= Kodak KashMiner =

2018 Bitcoin mining computer scheme

The Kodak KashMiner was a Bitcoin mining computer that was displayed at Kodak's booth at the Consumer Electronics Show in January 2018. It was promoted by Spotlite USA, who had previously licensed the Kodak name for Kodak-branded LED lighting. The initiative was not endorsed by Eastman Kodak.

The plan was that for an up-front fee of around $3,400, customers could rent a KashMiner — apparently a rebranded Bitmain AntMiner S9 — for two years, and keep a cut of any Bitcoins generated. The devices would be housed at Kodak's offices in Rochester, New York, and use surplus power from Kodak's in-house power plant.

The scheme was widely criticized, and branded a "scam." The brochure handed out at the show promised $375 per month payout every month for two years — a payout that would have been impossible with the ever-rising Bitcoin hash rate. A Kodak representative at CES said that the stated rates were "preliminary." The "Kodak" branding was present on the miner at CES on Tuesday 9 January, but by Thursday 11 January the "Kodak" label had been removed and replaced with "Spotlite Digital Assets" branding. BBC News "Tech Tent" declared the Kodak KashMiner and the (unrelated) KODAKCoin plan "Worst Idea" of CES 2018.

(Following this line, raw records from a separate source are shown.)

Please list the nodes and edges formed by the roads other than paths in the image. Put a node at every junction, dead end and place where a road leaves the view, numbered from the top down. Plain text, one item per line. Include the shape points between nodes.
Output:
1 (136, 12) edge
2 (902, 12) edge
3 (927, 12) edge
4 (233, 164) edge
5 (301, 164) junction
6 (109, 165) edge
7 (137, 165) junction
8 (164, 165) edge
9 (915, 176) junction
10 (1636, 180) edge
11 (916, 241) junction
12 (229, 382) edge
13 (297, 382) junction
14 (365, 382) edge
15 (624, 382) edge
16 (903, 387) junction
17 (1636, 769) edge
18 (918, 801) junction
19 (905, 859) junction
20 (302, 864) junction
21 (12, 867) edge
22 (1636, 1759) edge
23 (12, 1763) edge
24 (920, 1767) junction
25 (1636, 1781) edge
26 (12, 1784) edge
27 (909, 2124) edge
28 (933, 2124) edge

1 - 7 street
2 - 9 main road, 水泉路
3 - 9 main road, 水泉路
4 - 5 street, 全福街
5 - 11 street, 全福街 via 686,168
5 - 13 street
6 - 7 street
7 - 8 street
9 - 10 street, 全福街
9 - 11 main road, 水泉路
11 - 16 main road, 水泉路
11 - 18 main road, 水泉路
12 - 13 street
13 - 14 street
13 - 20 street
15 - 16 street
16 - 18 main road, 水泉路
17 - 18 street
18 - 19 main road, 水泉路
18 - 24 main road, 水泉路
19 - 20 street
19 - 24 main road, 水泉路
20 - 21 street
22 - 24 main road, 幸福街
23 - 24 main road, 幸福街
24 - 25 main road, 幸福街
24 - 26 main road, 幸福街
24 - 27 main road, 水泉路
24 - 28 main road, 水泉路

In July 2018, Spotlite USA CEO Halston Mikail said that the U.S. Securities and Exchange Commission had put an end to the scheme. Kodak stated that the KashMiner had never been a Kodak-licensed product, and no miners had been installed at their headquarters. The "Kodak HashPower" website had never been finished, with lorem ipsum placeholder text still present on the "Terms and Conditions" and "Privacy Policy" pages in July.